Though the entries contain pictures, the copy you make should hold only the rest, exactly as written.

Entries shown
┌────────

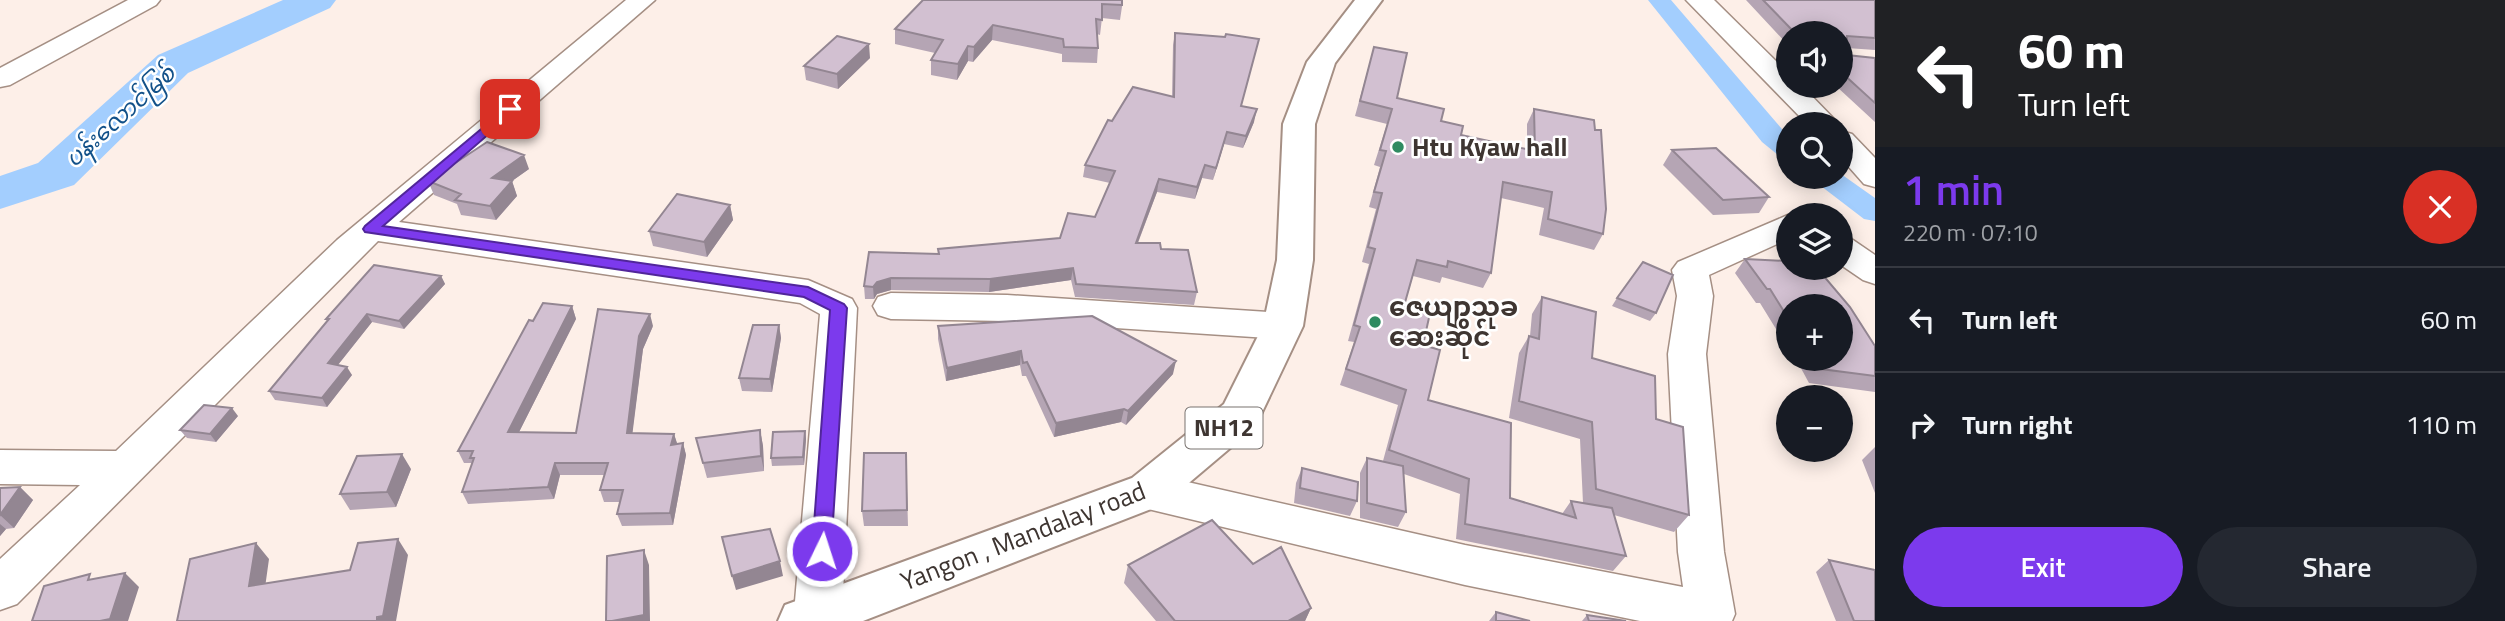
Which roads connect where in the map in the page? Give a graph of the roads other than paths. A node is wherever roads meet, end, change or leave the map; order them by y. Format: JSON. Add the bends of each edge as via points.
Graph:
{"nodes":[{"id":1,"x":147,"y":0,"type":"edge"},
{"id":2,"x":642,"y":0,"type":"edge"},
{"id":3,"x":1369,"y":0,"type":"edge"},
{"id":4,"x":1699,"y":0,"type":"edge"},
{"id":5,"x":1749,"y":50,"type":"junction"},
{"id":6,"x":1776,"y":52,"type":"edge"},
{"id":7,"x":0,"y":79,"type":"edge"},
{"id":8,"x":1812,"y":112,"type":"edge"},
{"id":9,"x":1856,"y":148,"type":"edge"},
{"id":10,"x":1875,"y":177,"type":"edge"},
{"id":11,"x":370,"y":229,"type":"junction"},
{"id":12,"x":1776,"y":232,"type":"edge"},
{"id":13,"x":1853,"y":256,"type":"edge"},
{"id":14,"x":1875,"y":272,"type":"edge"},
{"id":15,"x":891,"y":306,"type":"dead end"},
{"id":16,"x":1283,"y":327,"type":"junction"},
{"id":17,"x":0,"y":467,"type":"edge"},
{"id":18,"x":127,"y":468,"type":"junction"},
{"id":19,"x":1148,"y":491,"type":"junction"},
{"id":20,"x":0,"y":589,"type":"edge"},
{"id":21,"x":811,"y":617,"type":"edge"},
{"id":22,"x":1712,"y":618,"type":"edge"}],
"edges":[{"from":1,"to":7,"type":"street"},
{"from":2,"to":11,"type":"street"},
{"from":3,"to":16,"type":"highway","name":"Yangon , Mandalay road","number":"NH12","via":[[1321,62],[1299,124],[1295,260]]},
{"from":4,"to":5,"type":"street"},
{"from":5,"to":6,"type":"street"},
{"from":5,"to":8,"type":"street"},
{"from":9,"to":10,"type":"street"},
{"from":11,"to":18,"type":"street"},
{"from":11,"to":21,"type":"street","via":[[808,292],[839,308]]},
{"from":12,"to":22,"type":"street","via":[[1690,271],[1695,296],[1687,354],[1701,552]]},
{"from":13,"to":14,"type":"street"},
{"from":15,"to":16,"type":"street","via":[[1007,308]]},
{"from":16,"to":19,"type":"highway","name":"Yangon , Mandalay road","number":"NH12","via":[[1240,415]]},
{"from":17,"to":18,"type":"street"},
{"from":18,"to":20,"type":"street"},
{"from":19,"to":21,"type":"highway","name":"Yangon , Mandalay road","number":"NH12"},
{"from":19,"to":22,"type":"street"}]}
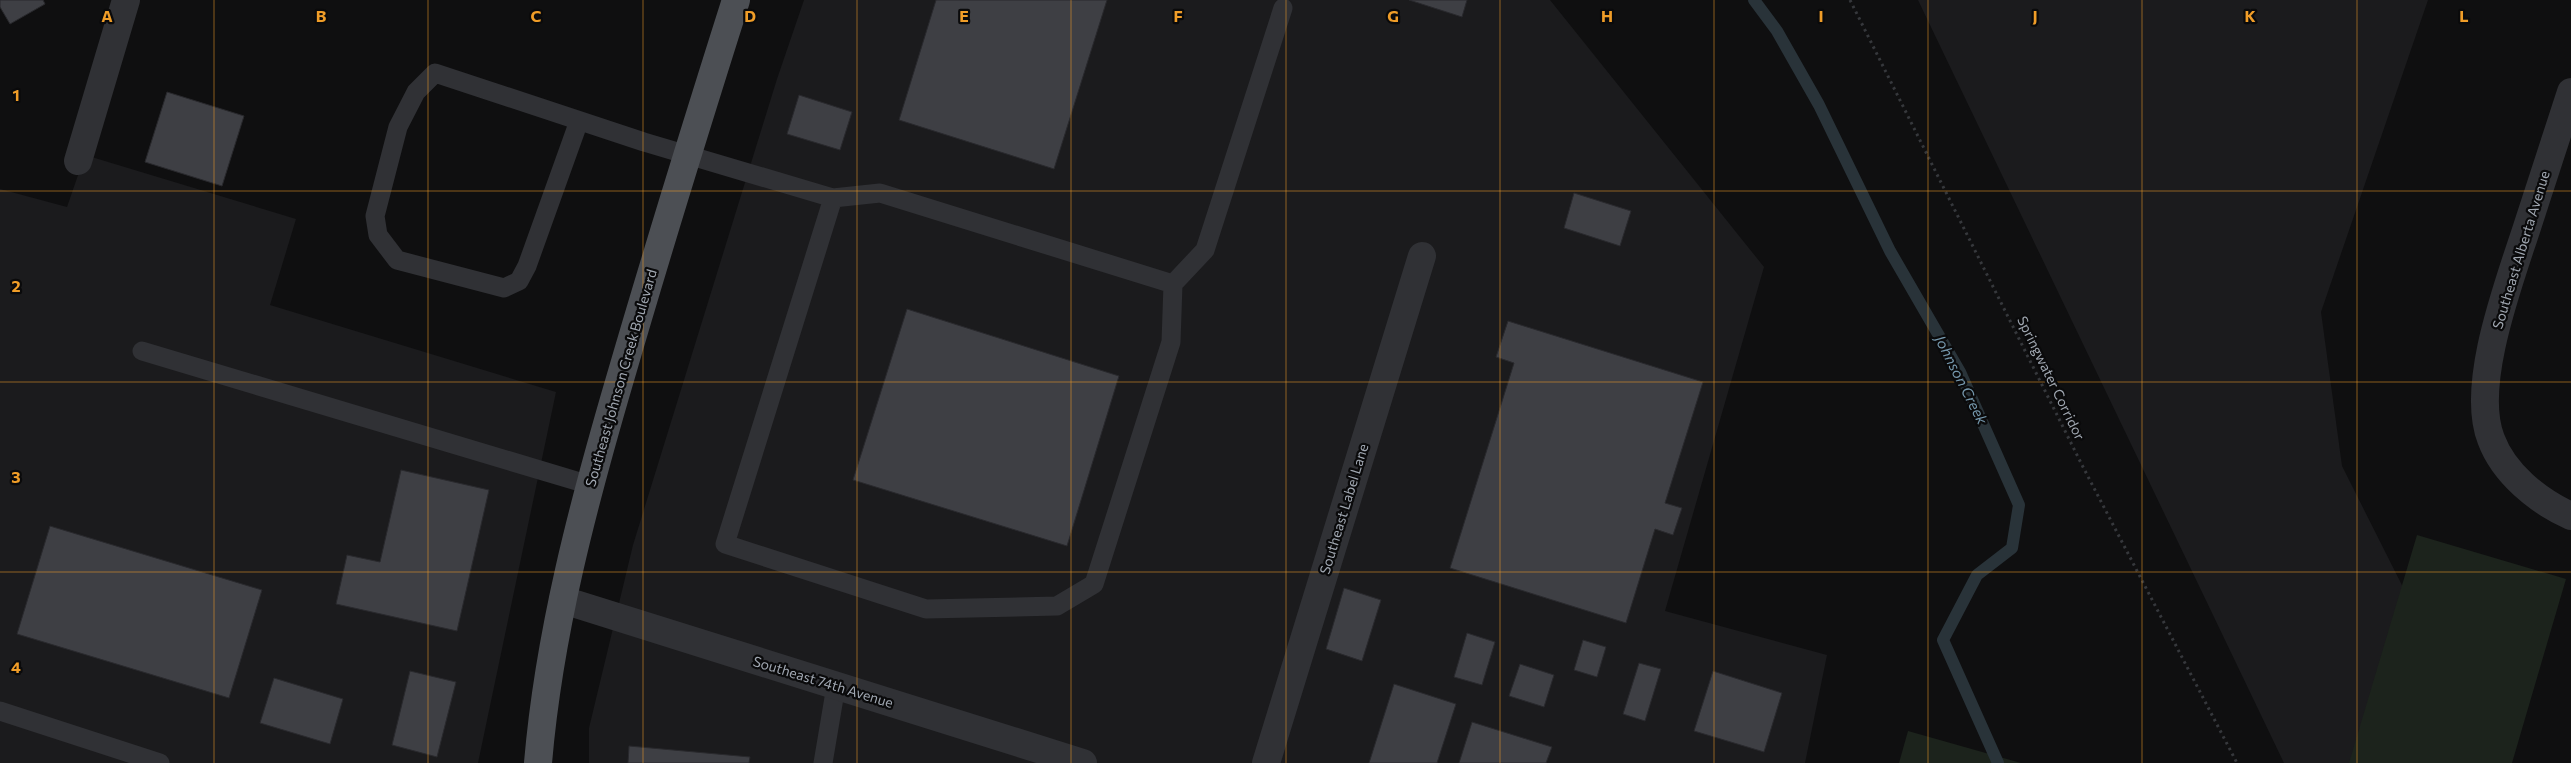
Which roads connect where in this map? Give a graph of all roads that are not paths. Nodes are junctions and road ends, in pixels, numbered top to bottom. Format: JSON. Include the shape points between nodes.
{"nodes":[{"id":1,"x":126,"y":0,"type":"edge"},
{"id":2,"x":736,"y":0,"type":"edge"},
{"id":3,"x":1283,"y":8,"type":"dead end"},
{"id":4,"x":2571,"y":92,"type":"edge"},
{"id":5,"x":579,"y":121,"type":"junction"},
{"id":6,"x":687,"y":154,"type":"junction"},
{"id":7,"x":78,"y":161,"type":"dead end"},
{"id":8,"x":833,"y":198,"type":"junction"},
{"id":9,"x":1422,"y":256,"type":"dead end"},
{"id":10,"x":1173,"y":284,"type":"junction"},
{"id":11,"x":142,"y":351,"type":"dead end"},
{"id":12,"x":590,"y":485,"type":"junction"},
{"id":13,"x":2571,"y":516,"type":"edge"},
{"id":14,"x":563,"y":600,"type":"junction"},
{"id":15,"x":836,"y":686,"type":"junction"},
{"id":16,"x":0,"y":711,"type":"edge"},
{"id":17,"x":1077,"y":762,"type":"edge"},
{"id":18,"x":160,"y":763,"type":"edge"},
{"id":19,"x":538,"y":763,"type":"edge"},
{"id":20,"x":823,"y":763,"type":"edge"},
{"id":21,"x":1266,"y":763,"type":"edge"}],
"edges":[{"from":1,"to":7,"type":"street"},
{"from":2,"to":6,"type":"main road","name":"Southeast Johnson Creek Boulevard"},
{"from":3,"to":10,"type":"lane","via":[[1205,250]]},
{"from":4,"to":13,"type":"street","name":"Southeast Alberta Avenue","via":[[2513,270],[2492,346],[2484,410],[2491,439],[2503,461],[2526,489]]},
{"from":5,"to":5,"type":"lane","via":[[435,73],[416,92],[398,127],[375,216],[378,235],[397,260],[504,288],[519,282]]},
{"from":5,"to":6,"type":"lane"},
{"from":6,"to":8,"type":"lane"},
{"from":6,"to":12,"type":"main road","name":"Southeast Johnson Creek Boulevard"},
{"from":8,"to":10,"type":"lane","via":[[880,193]]},
{"from":8,"to":10,"type":"lane","via":[[725,544],[926,608],[1058,606],[1094,584],[1171,342]]},
{"from":9,"to":21,"type":"street","name":"Southeast Label Lane"},
{"from":11,"to":12,"type":"lane"},
{"from":12,"to":14,"type":"main road","name":"Southeast Johnson Creek Boulevard"},
{"from":14,"to":15,"type":"street","name":"Southeast 74th Avenue"},
{"from":14,"to":19,"type":"main road","name":"Southeast Johnson Creek Boulevard","via":[[549,670]]},
{"from":15,"to":17,"type":"street","name":"Southeast 74th Avenue"},
{"from":15,"to":20,"type":"lane"},
{"from":16,"to":18,"type":"lane"}]}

└────────

Exercise result
Which roads connect where in the map in the page? Give a graph of the roads other than paths. A node is wherever roads meet, end, change or leave the map; order them by y. Format: JSON. Add the bends of each edge as via points.
Graph:
{"nodes":[{"id":1,"x":147,"y":0,"type":"edge"},
{"id":2,"x":642,"y":0,"type":"edge"},
{"id":3,"x":1369,"y":0,"type":"edge"},
{"id":4,"x":1699,"y":0,"type":"edge"},
{"id":5,"x":1749,"y":50,"type":"junction"},
{"id":6,"x":1776,"y":52,"type":"edge"},
{"id":7,"x":0,"y":79,"type":"edge"},
{"id":8,"x":1812,"y":112,"type":"edge"},
{"id":9,"x":1856,"y":148,"type":"edge"},
{"id":10,"x":1875,"y":177,"type":"edge"},
{"id":11,"x":370,"y":229,"type":"junction"},
{"id":12,"x":1776,"y":232,"type":"edge"},
{"id":13,"x":1853,"y":256,"type":"edge"},
{"id":14,"x":1875,"y":272,"type":"edge"},
{"id":15,"x":891,"y":306,"type":"dead end"},
{"id":16,"x":1283,"y":327,"type":"junction"},
{"id":17,"x":0,"y":467,"type":"edge"},
{"id":18,"x":127,"y":468,"type":"junction"},
{"id":19,"x":1148,"y":491,"type":"junction"},
{"id":20,"x":0,"y":589,"type":"edge"},
{"id":21,"x":811,"y":617,"type":"edge"},
{"id":22,"x":1712,"y":618,"type":"edge"}],
"edges":[{"from":1,"to":7,"type":"street"},
{"from":2,"to":11,"type":"street"},
{"from":3,"to":16,"type":"highway","name":"Yangon , Mandalay road","number":"NH12","via":[[1321,62],[1299,124],[1295,260]]},
{"from":4,"to":5,"type":"street"},
{"from":5,"to":6,"type":"street"},
{"from":5,"to":8,"type":"street"},
{"from":9,"to":10,"type":"street"},
{"from":11,"to":18,"type":"street"},
{"from":11,"to":21,"type":"street","via":[[808,292],[839,308]]},
{"from":12,"to":22,"type":"street","via":[[1690,271],[1695,296],[1687,354],[1701,552]]},
{"from":13,"to":14,"type":"street"},
{"from":15,"to":16,"type":"street","via":[[1007,308]]},
{"from":16,"to":19,"type":"highway","name":"Yangon , Mandalay road","number":"NH12","via":[[1240,415]]},
{"from":17,"to":18,"type":"street"},
{"from":18,"to":20,"type":"street"},
{"from":19,"to":21,"type":"highway","name":"Yangon , Mandalay road","number":"NH12"},
{"from":19,"to":22,"type":"street"}]}
Which roads connect where in this map? Give a graph of all roads that are not paths. Nodes are junctions and road ends, in pixels, numbered top to bottom. Format: JSON. Include the shape points between nodes.
{"nodes":[{"id":1,"x":126,"y":0,"type":"edge"},
{"id":2,"x":736,"y":0,"type":"edge"},
{"id":3,"x":1283,"y":8,"type":"dead end"},
{"id":4,"x":2571,"y":92,"type":"edge"},
{"id":5,"x":579,"y":121,"type":"junction"},
{"id":6,"x":687,"y":154,"type":"junction"},
{"id":7,"x":78,"y":161,"type":"dead end"},
{"id":8,"x":833,"y":198,"type":"junction"},
{"id":9,"x":1422,"y":256,"type":"dead end"},
{"id":10,"x":1173,"y":284,"type":"junction"},
{"id":11,"x":142,"y":351,"type":"dead end"},
{"id":12,"x":590,"y":485,"type":"junction"},
{"id":13,"x":2571,"y":516,"type":"edge"},
{"id":14,"x":563,"y":600,"type":"junction"},
{"id":15,"x":836,"y":686,"type":"junction"},
{"id":16,"x":0,"y":711,"type":"edge"},
{"id":17,"x":1077,"y":762,"type":"edge"},
{"id":18,"x":160,"y":763,"type":"edge"},
{"id":19,"x":538,"y":763,"type":"edge"},
{"id":20,"x":823,"y":763,"type":"edge"},
{"id":21,"x":1266,"y":763,"type":"edge"}],
"edges":[{"from":1,"to":7,"type":"street"},
{"from":2,"to":6,"type":"main road","name":"Southeast Johnson Creek Boulevard"},
{"from":3,"to":10,"type":"lane","via":[[1205,250]]},
{"from":4,"to":13,"type":"street","name":"Southeast Alberta Avenue","via":[[2513,270],[2492,346],[2484,410],[2491,439],[2503,461],[2526,489]]},
{"from":5,"to":5,"type":"lane","via":[[435,73],[416,92],[398,127],[375,216],[378,235],[397,260],[504,288],[519,282]]},
{"from":5,"to":6,"type":"lane"},
{"from":6,"to":8,"type":"lane"},
{"from":6,"to":12,"type":"main road","name":"Southeast Johnson Creek Boulevard"},
{"from":8,"to":10,"type":"lane","via":[[880,193]]},
{"from":8,"to":10,"type":"lane","via":[[725,544],[926,608],[1058,606],[1094,584],[1171,342]]},
{"from":9,"to":21,"type":"street","name":"Southeast Label Lane"},
{"from":11,"to":12,"type":"lane"},
{"from":12,"to":14,"type":"main road","name":"Southeast Johnson Creek Boulevard"},
{"from":14,"to":15,"type":"street","name":"Southeast 74th Avenue"},
{"from":14,"to":19,"type":"main road","name":"Southeast Johnson Creek Boulevard","via":[[549,670]]},
{"from":15,"to":17,"type":"street","name":"Southeast 74th Avenue"},
{"from":15,"to":20,"type":"lane"},
{"from":16,"to":18,"type":"lane"}]}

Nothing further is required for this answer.